The World Trade Organization (WTO) has upheld challenges brought against Indonesia by the US and New Zealand over import restrictions on food and animal products including beef and poultry.

The US and New Zealand jointly brought the case in 2013 over a range of barriers imposed on imports since 2011 including use and sale restrictions, restrictive licence terms and a domestic purchase requirement.

The WTO dispute panel ruled yesterday (22 December) all 18 of Indonesia’s measures were prohibited under its rules dating to back to the WTO’s predecessor body, the General Agreement on Tariffs and Trade, or GATT.

New Zealand trade minister Todd McClay said today the barriers are estimated to have cumulatively cost the New Zealand beef sector alone between half-a-billion and a billion New Zealand dollars. “As recently as 2010, Indonesia was New Zealand’s second-largest beef export market by volume, worth NZD180m (US$124m) a year,” McClay said.

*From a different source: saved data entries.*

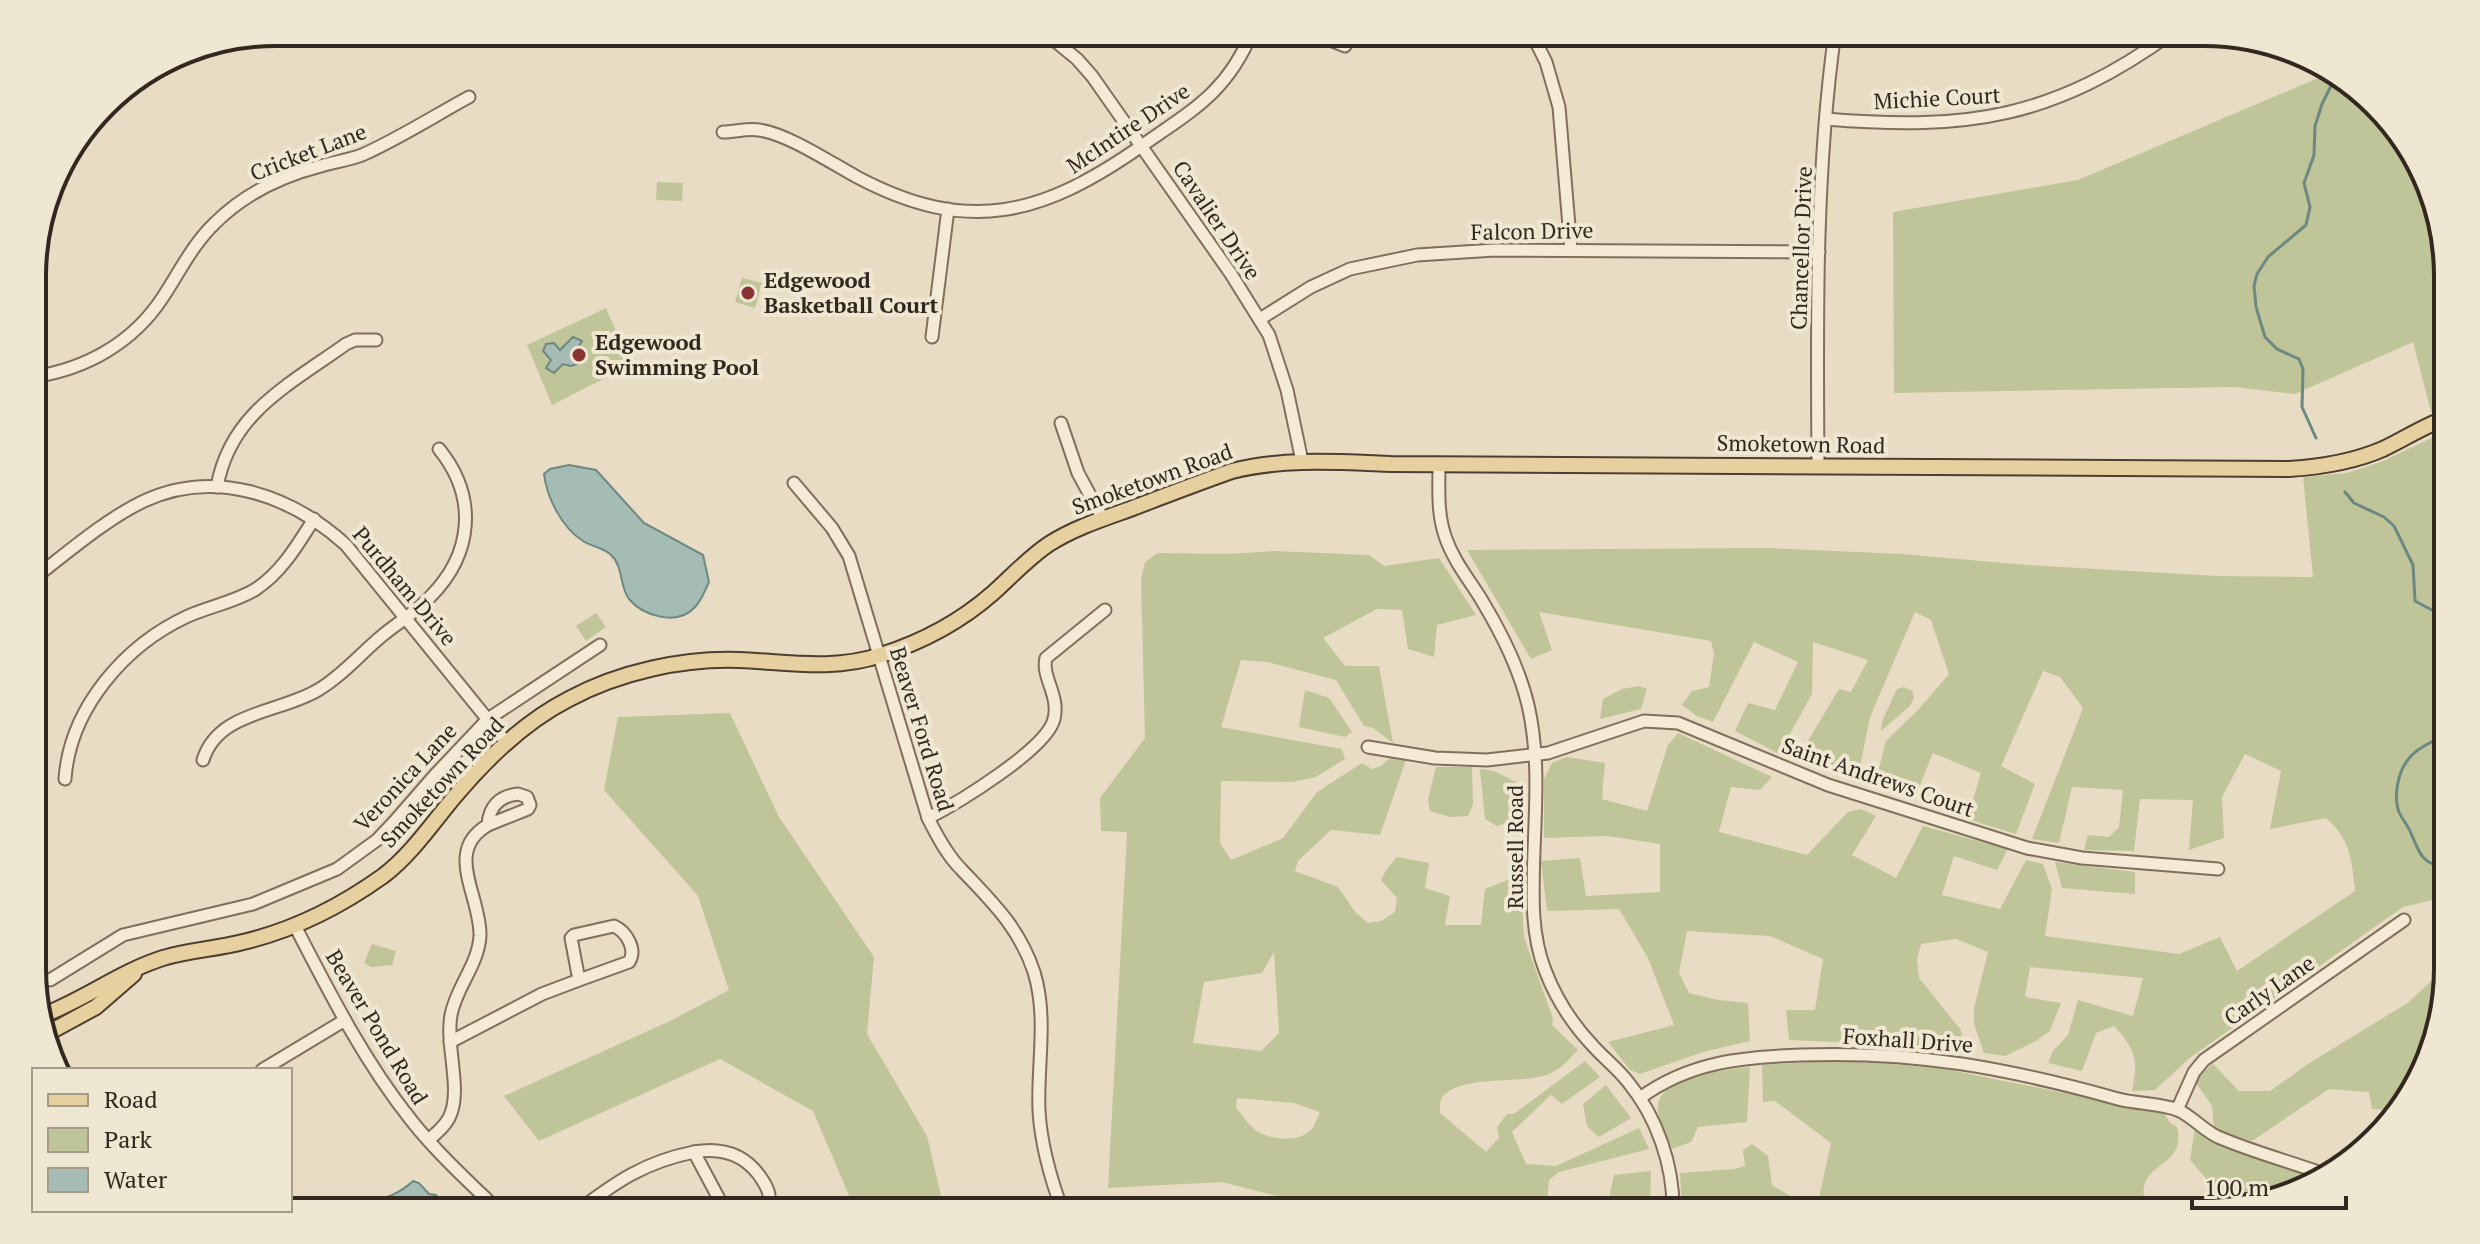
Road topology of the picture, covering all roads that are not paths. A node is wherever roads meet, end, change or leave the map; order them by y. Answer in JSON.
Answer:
{"nodes":[{"id":1,"x":1062,"y":46,"type":"edge"},
{"id":2,"x":1246,"y":46,"type":"edge"},
{"id":3,"x":1538,"y":46,"type":"edge"},
{"id":4,"x":1834,"y":46,"type":"edge"},
{"id":5,"x":2152,"y":46,"type":"edge"},
{"id":6,"x":469,"y":97,"type":"dead end"},
{"id":7,"x":1826,"y":119,"type":"junction"},
{"id":8,"x":723,"y":132,"type":"dead end"},
{"id":9,"x":1142,"y":146,"type":"junction"},
{"id":10,"x":948,"y":209,"type":"junction"},
{"id":11,"x":1571,"y":250,"type":"junction"},
{"id":12,"x":1819,"y":252,"type":"junction"},
{"id":13,"x":1260,"y":319,"type":"junction"},
{"id":14,"x":932,"y":337,"type":"dead end"},
{"id":15,"x":376,"y":340,"type":"dead end"},
{"id":16,"x":46,"y":373,"type":"edge"},
{"id":17,"x":1061,"y":423,"type":"dead end"},
{"id":18,"x":2434,"y":424,"type":"edge"},
{"id":19,"x":439,"y":449,"type":"dead end"},
{"id":20,"x":1302,"y":461,"type":"junction"},
{"id":21,"x":1439,"y":464,"type":"junction"},
{"id":22,"x":1818,"y":466,"type":"junction"},
{"id":23,"x":794,"y":483,"type":"dead end"},
{"id":24,"x":217,"y":487,"type":"junction"},
{"id":25,"x":314,"y":519,"type":"junction"},
{"id":26,"x":1103,"y":519,"type":"junction"},
{"id":27,"x":46,"y":570,"type":"edge"},
{"id":28,"x":1105,"y":610,"type":"dead end"},
{"id":29,"x":407,"y":618,"type":"junction"},
{"id":30,"x":600,"y":645,"type":"dead end"},
{"id":31,"x":878,"y":656,"type":"junction"},
{"id":32,"x":488,"y":719,"type":"junction"},
{"id":33,"x":506,"y":742,"type":"junction"},
{"id":34,"x":1368,"y":747,"type":"dead end"},
{"id":35,"x":1535,"y":755,"type":"junction"},
{"id":36,"x":203,"y":760,"type":"dead end"},
{"id":37,"x":65,"y":779,"type":"dead end"},
{"id":38,"x":928,"y":818,"type":"junction"},
{"id":39,"x":488,"y":825,"type":"dead end"},
{"id":40,"x":2218,"y":869,"type":"dead end"},
{"id":41,"x":2404,"y":920,"type":"dead end"},
{"id":42,"x":295,"y":926,"type":"junction"},
{"id":43,"x":143,"y":965,"type":"junction"},
{"id":44,"x":50,"y":980,"type":"dead end"},
{"id":45,"x":579,"y":980,"type":"junction"},
{"id":46,"x":51,"y":1012,"type":"edge"},
{"id":47,"x":345,"y":1020,"type":"junction"},
{"id":48,"x":55,"y":1029,"type":"edge"},
{"id":49,"x":450,"y":1042,"type":"junction"},
{"id":50,"x":265,"y":1068,"type":"edge"},
{"id":51,"x":1640,"y":1098,"type":"junction"},
{"id":52,"x":2177,"y":1110,"type":"junction"},
{"id":53,"x":428,"y":1140,"type":"junction"},
{"id":54,"x":694,"y":1152,"type":"junction"},
{"id":55,"x":2313,"y":1170,"type":"edge"},
{"id":56,"x":486,"y":1198,"type":"edge"},
{"id":57,"x":596,"y":1198,"type":"edge"},
{"id":58,"x":719,"y":1198,"type":"edge"},
{"id":59,"x":770,"y":1198,"type":"edge"},
{"id":60,"x":1059,"y":1198,"type":"edge"},
{"id":61,"x":1671,"y":1198,"type":"edge"}],
"edges":[{"from":1,"to":9,"type":"street","name":"Cavalier Drive"},
{"from":2,"to":9,"type":"street","name":"McIntire Drive"},
{"from":3,"to":11,"type":"street"},
{"from":4,"to":7,"type":"street","name":"Chancellor Drive"},
{"from":5,"to":7,"type":"street","name":"Michie Court"},
{"from":6,"to":16,"type":"street","name":"Cricket Lane"},
{"from":7,"to":12,"type":"street","name":"Chancellor Drive"},
{"from":8,"to":10,"type":"street","name":"McIntire Drive"},
{"from":9,"to":10,"type":"street","name":"McIntire Drive"},
{"from":9,"to":13,"type":"street","name":"Cavalier Drive"},
{"from":10,"to":14,"type":"street"},
{"from":11,"to":12,"type":"street","name":"Falcon Drive"},
{"from":11,"to":13,"type":"street","name":"Falcon Drive"},
{"from":12,"to":22,"type":"street","name":"Chancellor Drive"},
{"from":13,"to":20,"type":"street","name":"Cavalier Drive"},
{"from":15,"to":24,"type":"street"},
{"from":17,"to":26,"type":"street"},
{"from":18,"to":22,"type":"main road","name":"Smoketown Road"},
{"from":19,"to":29,"type":"street"},
{"from":20,"to":21,"type":"main road","name":"Smoketown Road"},
{"from":20,"to":26,"type":"main road","name":"Smoketown Road"},
{"from":21,"to":22,"type":"main road","name":"Smoketown Road"},
{"from":21,"to":35,"type":"street","name":"Russell Road"},
{"from":23,"to":31,"type":"street","name":"Beaver Ford Road"},
{"from":24,"to":25,"type":"street","name":"Purdham Drive"},
{"from":24,"to":27,"type":"street","name":"Purdham Drive"},
{"from":25,"to":29,"type":"street","name":"Purdham Drive"},
{"from":25,"to":37,"type":"street"},
{"from":26,"to":31,"type":"main road","name":"Smoketown Road"},
{"from":28,"to":38,"type":"street"},
{"from":29,"to":32,"type":"street","name":"Purdham Drive"},
{"from":29,"to":36,"type":"street"},
{"from":30,"to":32,"type":"street","name":"Veronica Lane"},
{"from":31,"to":33,"type":"main road","name":"Smoketown Road"},
{"from":31,"to":38,"type":"street","name":"Beaver Ford Road"},
{"from":32,"to":33,"type":"street","name":"Purdham Drive"},
{"from":32,"to":44,"type":"street","name":"Veronica Lane"},
{"from":33,"to":42,"type":"main road","name":"Smoketown Road"},
{"from":34,"to":35,"type":"street","name":"Saint Andrews Court"},
{"from":35,"to":40,"type":"street","name":"Saint Andrews Court"},
{"from":35,"to":51,"type":"street","name":"Russell Road"},
{"from":38,"to":60,"type":"street","name":"Beaver Ford Road"},
{"from":39,"to":49,"type":"street"},
{"from":41,"to":52,"type":"street","name":"Carly Lane"},
{"from":42,"to":43,"type":"main road","name":"Smoketown Road"},
{"from":42,"to":47,"type":"street","name":"Beaver Pond Road"},
{"from":43,"to":46,"type":"main road","name":"Smoketown Road"},
{"from":43,"to":48,"type":"main road","name":"Smoketown Road"},
{"from":45,"to":45,"type":"street"},
{"from":45,"to":49,"type":"street"},
{"from":47,"to":50,"type":"street"},
{"from":47,"to":53,"type":"street","name":"Beaver Pond Road"},
{"from":49,"to":53,"type":"street"},
{"from":51,"to":52,"type":"street","name":"Foxhall Drive"},
{"from":51,"to":61,"type":"street","name":"Russell Road"},
{"from":52,"to":55,"type":"street"},
{"from":53,"to":56,"type":"street","name":"Beaver Pond Road"},
{"from":54,"to":57,"type":"street"},
{"from":54,"to":58,"type":"street"},
{"from":54,"to":59,"type":"street"}]}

“As a result of this process, we have already seen some improvements to Indonesia’s regulations and gains for New Zealand exporters to Indonesia,” McClay added. “These will only improve following implementation of the WTO decision.”

US agriculture secretary Tom Vilsack said: “Since 2012, Indonesia has maintained an untenable import licensing programme, harming the ability of US producers to sell a wide range of American-grown products in the Indonesian market – from potatoes to beef to grapes to oranges to poultry. Importantly, the WTO panel findings will discourage Indonesia from simply substituting new trade-distorting approaches for the measures repealed, restoring American farmers’ and ranchers’ ability to compete.”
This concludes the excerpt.